### Your task:
When a line in the entries contains the word "number", copy that line in full.

### Records excerpted from a collection:
:::

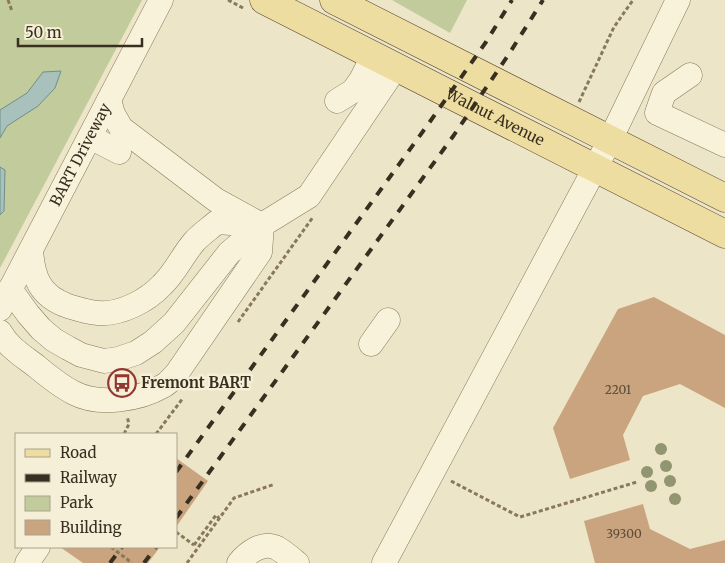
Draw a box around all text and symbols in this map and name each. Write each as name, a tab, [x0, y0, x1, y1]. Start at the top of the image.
scale bar	[18, 15, 141, 47]
text: 50 m	[25, 23, 62, 42]
street label: Walnut Avenue	[442, 83, 548, 150]
street label: BART Driveway	[45, 100, 115, 209]
bus stop icon: Fremont BART	[107, 368, 137, 398]
place label: Fremont BART	[141, 373, 251, 392]
house number: 2201	[605, 382, 632, 397]
legend	[15, 433, 178, 548]
text: Road	[60, 443, 96, 462]
text: Railway	[60, 468, 117, 487]
text: Park	[60, 493, 94, 512]
text: Building	[60, 518, 122, 537]
house number: 39300	[606, 526, 642, 541]

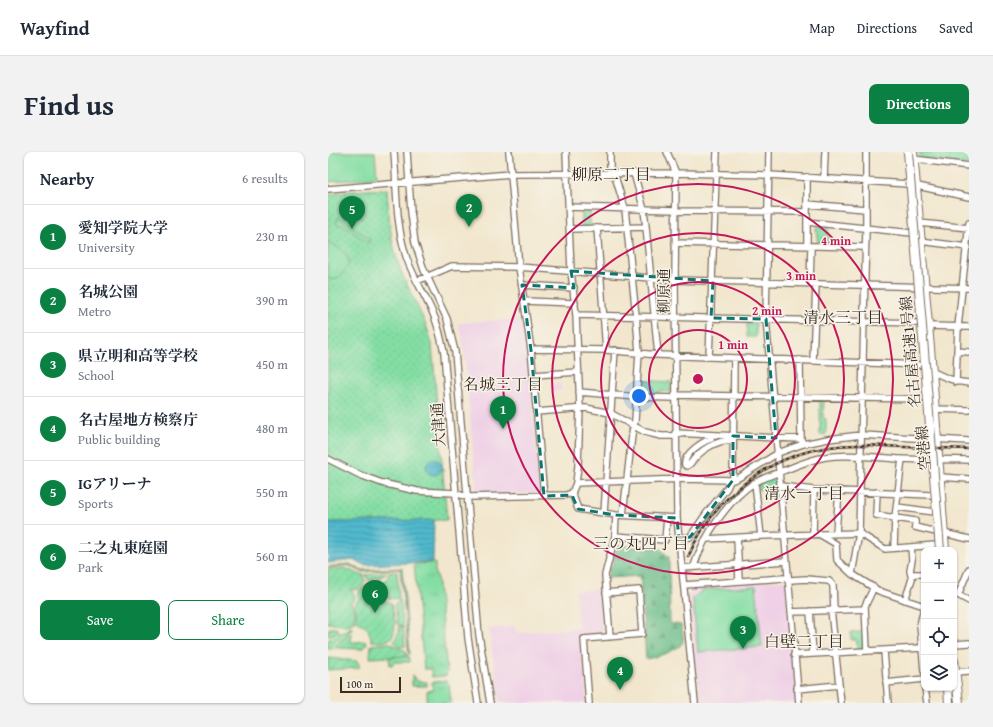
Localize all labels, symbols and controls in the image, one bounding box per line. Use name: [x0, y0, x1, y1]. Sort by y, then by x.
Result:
text: Wayfind: [20, 14, 90, 42]
text: Map: [809, 18, 835, 38]
text: Directions: [857, 18, 917, 38]
text: Saved: [939, 18, 973, 38]
text: Find us: [24, 84, 114, 125]
button: Directions: [869, 84, 969, 124]
district label: 柳原二丁目: [571, 162, 651, 186]
text: Nearby: [40, 166, 94, 191]
text: 6 results: [242, 169, 288, 188]
pin: 2: [456, 194, 482, 227]
pin: 5: [339, 196, 365, 229]
text: 愛知学院大学: [78, 217, 168, 238]
text: 1: [50, 227, 56, 246]
text: 230 m: [256, 227, 288, 246]
text: 4 min: [821, 232, 851, 249]
text: University: [78, 238, 135, 257]
text: 3 min: [786, 267, 816, 284]
street label: 柳原通: [653, 268, 674, 314]
text: 名城公園: [78, 281, 138, 302]
text: 2: [50, 291, 56, 310]
text: 390 m: [256, 291, 288, 310]
street label: 名古屋高速1号線: [895, 295, 925, 409]
text: Metro: [78, 302, 111, 321]
text: 2 min: [752, 302, 782, 319]
district label: 清水三丁目: [803, 305, 883, 329]
text: 1 min: [718, 336, 748, 353]
text: 県立明和高等学校: [78, 345, 198, 366]
text: 3: [50, 355, 56, 374]
text: 450 m: [256, 355, 288, 374]
text: School: [78, 366, 114, 385]
district label: 名城三丁目: [463, 372, 543, 396]
centre of rings: [691, 372, 705, 386]
your location: [629, 386, 649, 406]
pin: 1: [490, 396, 516, 429]
street label: 大津通: [426, 402, 450, 448]
text: 名古屋地方検察庁: [78, 409, 198, 430]
text: 4: [50, 419, 56, 438]
text: 480 m: [256, 419, 288, 438]
street label: 空港線: [911, 425, 935, 471]
text: Public building: [78, 430, 160, 449]
text: IGアリーナ: [78, 473, 152, 494]
district label: 清水一丁目: [764, 481, 844, 505]
text: 5: [50, 483, 56, 502]
text: 550 m: [256, 483, 288, 502]
text: Sports: [78, 494, 113, 513]
district label: 三の丸四丁目: [593, 531, 689, 555]
text: 二之丸東庭園: [78, 537, 168, 558]
text: 6: [50, 547, 56, 566]
text: 560 m: [256, 547, 288, 566]
map controls: [921, 547, 957, 691]
button: +: [921, 547, 957, 583]
text: Park: [78, 558, 103, 577]
pin: 6: [362, 580, 388, 613]
button: −: [921, 583, 957, 619]
button: Save: [40, 600, 160, 640]
button: Share: [168, 600, 288, 640]
pin: 3: [730, 616, 756, 649]
button: locate: [921, 619, 957, 655]
district label: 白壁二丁目: [764, 629, 844, 653]
button: layers: [921, 655, 957, 691]
pin: 4: [607, 657, 633, 690]
scale bar: [340, 675, 401, 694]
text: 100 m: [346, 676, 373, 692]

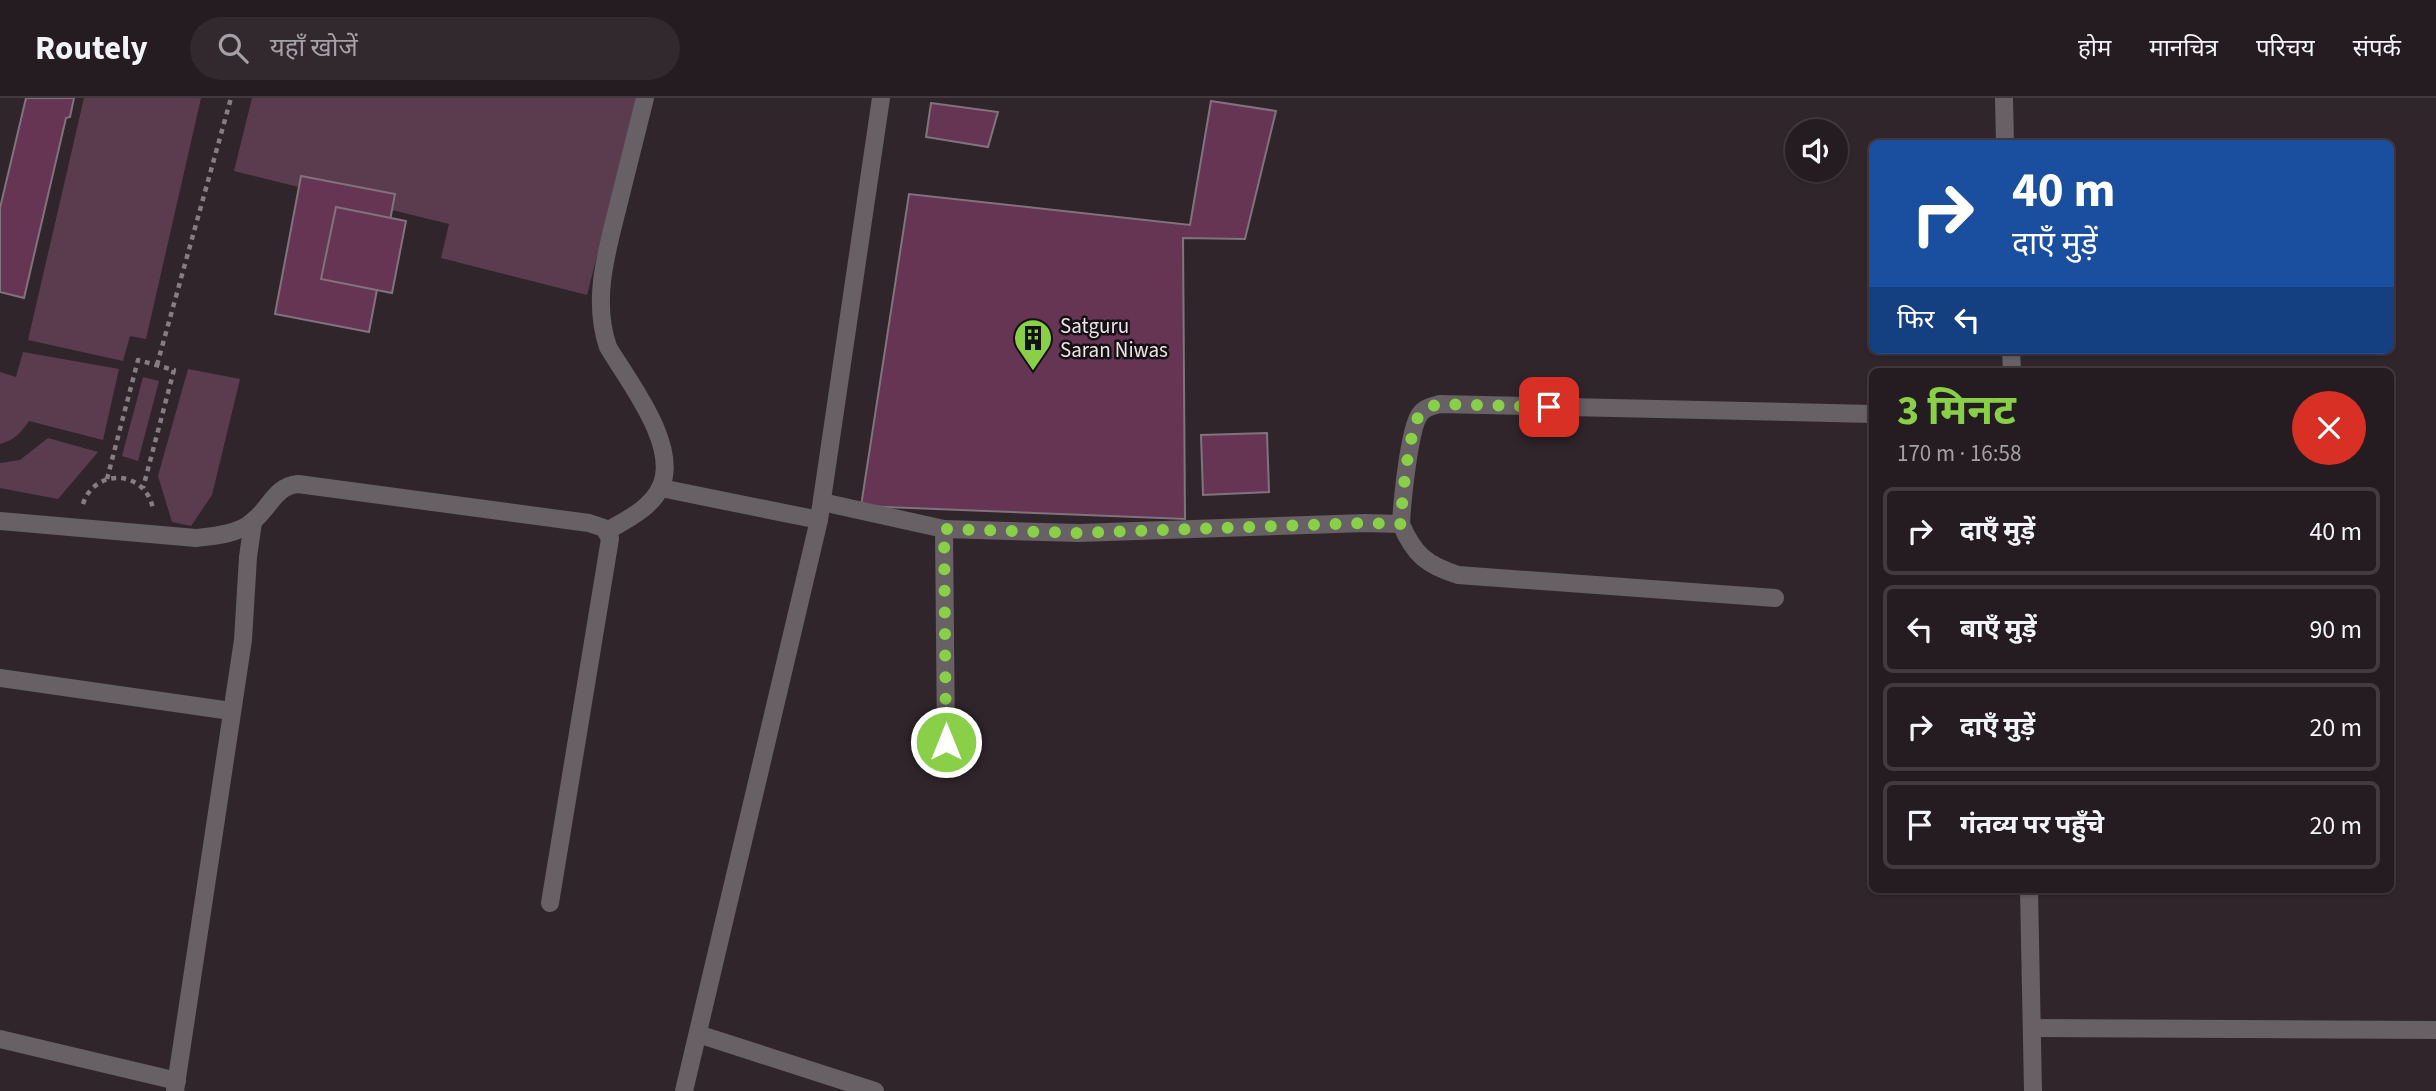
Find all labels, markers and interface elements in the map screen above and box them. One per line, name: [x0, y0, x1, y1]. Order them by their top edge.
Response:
search box: [190, 17, 680, 80]
text: Routely: [35, 25, 148, 72]
icon: search: [214, 29, 252, 67]
text: यहाँ खोजें: [270, 29, 358, 66]
text: होम: [2078, 31, 2111, 66]
text: मानचित्र: [2149, 31, 2218, 66]
text: परिचय: [2256, 31, 2315, 66]
text: संपर्क: [2353, 31, 2401, 66]
map controls: [1785, 119, 1848, 182]
button: sound: [1785, 119, 1848, 182]
text: 40 m: [2012, 156, 2116, 226]
icon: right: [1897, 168, 1988, 259]
text: दाएँ मुड़ें: [2012, 221, 2098, 267]
text: फिर: [1897, 301, 1934, 338]
icon: left: [1948, 301, 1986, 339]
place label: Satguru Saran Niwas: [1060, 311, 1168, 365]
building icon: Satguru Saran Niwas: [1012, 317, 1054, 372]
pin: [1519, 377, 1579, 437]
text: 3 मिनट: [1897, 381, 2016, 441]
icon: arrive: [1530, 388, 1568, 426]
button: close: [2292, 391, 2366, 465]
text: 170 m · 16:58: [1897, 437, 2021, 470]
icon: right: [1901, 512, 1939, 550]
text: दाएँ मुड़ें: [1960, 512, 2035, 549]
text: 40 m: [2309, 513, 2362, 550]
icon: left: [1901, 610, 1939, 648]
text: बाएँ मुड़ें: [1960, 610, 2037, 647]
text: 90 m: [2309, 611, 2362, 648]
position arrow: [909, 705, 983, 779]
icon: right: [1901, 708, 1939, 746]
text: दाएँ मुड़ें: [1960, 708, 2035, 745]
text: 20 m: [2309, 709, 2362, 746]
icon: arrive: [1901, 806, 1939, 844]
text: गंतव्य पर पहुँचे: [1960, 806, 2104, 843]
text: 20 m: [2309, 807, 2362, 844]

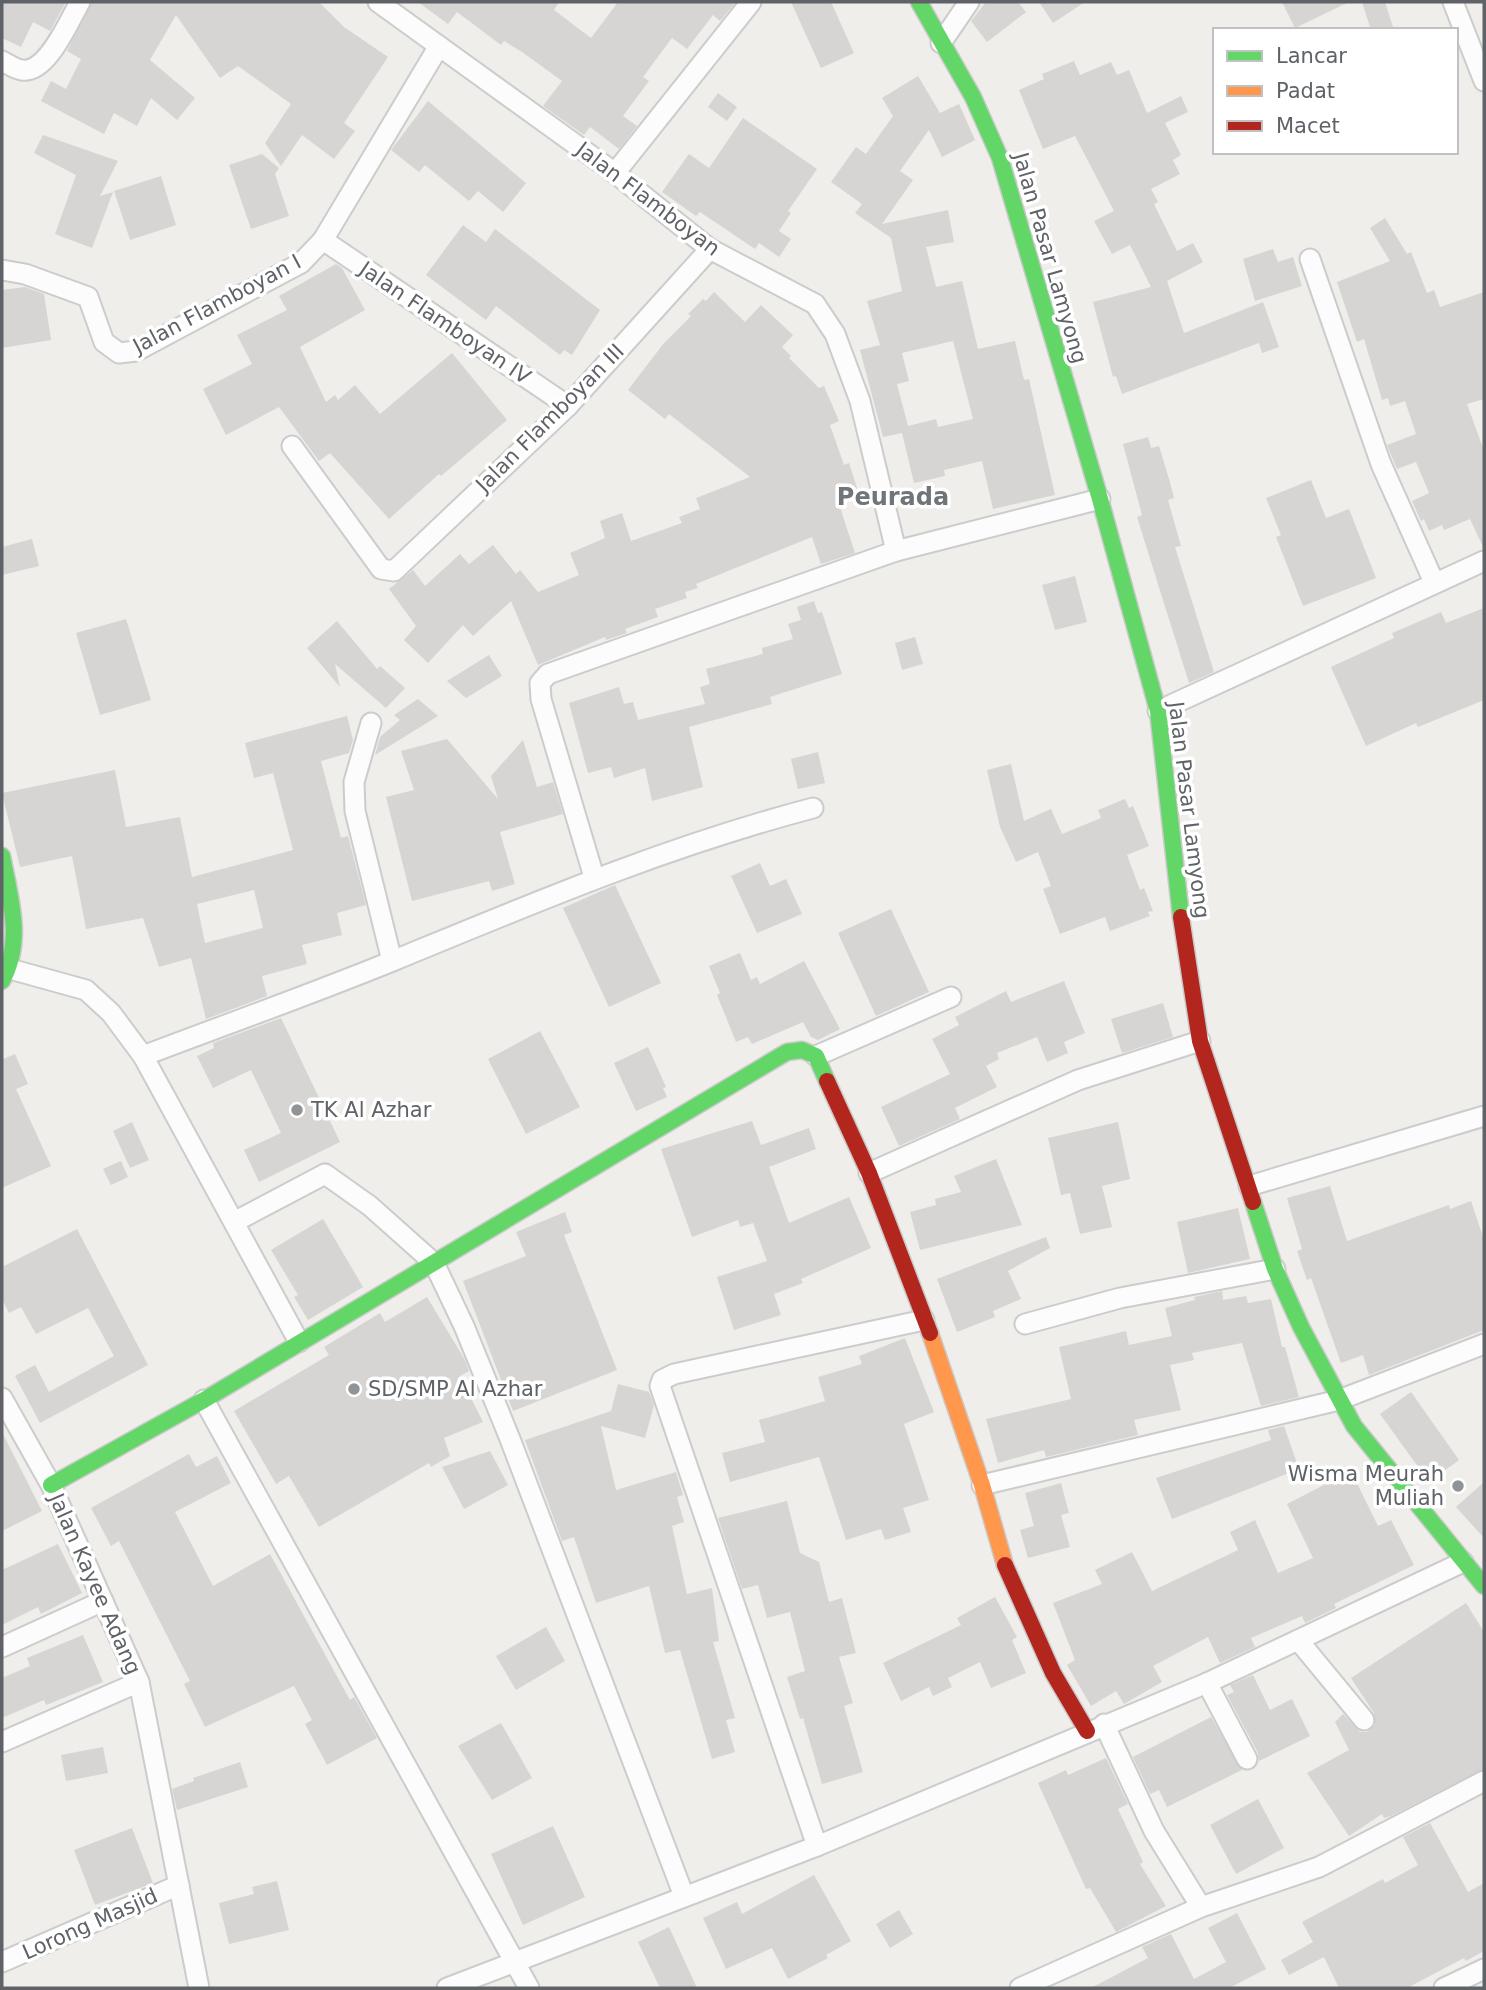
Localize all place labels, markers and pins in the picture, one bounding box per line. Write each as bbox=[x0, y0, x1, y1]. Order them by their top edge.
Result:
place label: TK Al Azhar bbox=[310, 1098, 432, 1122]
marker: TK Al Azhar bbox=[289, 1102, 305, 1118]
place label: SD/SMP Al Azhar bbox=[368, 1377, 543, 1401]
marker: SD/SMP Al Azhar bbox=[346, 1381, 362, 1397]
place label: Wisma Meurah Muliah bbox=[1288, 1462, 1444, 1510]
marker: Wisma Meurah Muliah bbox=[1450, 1478, 1466, 1494]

:::

### Written solution:
house number: 2201	[605, 382, 632, 397]
house number: 39300	[606, 526, 642, 541]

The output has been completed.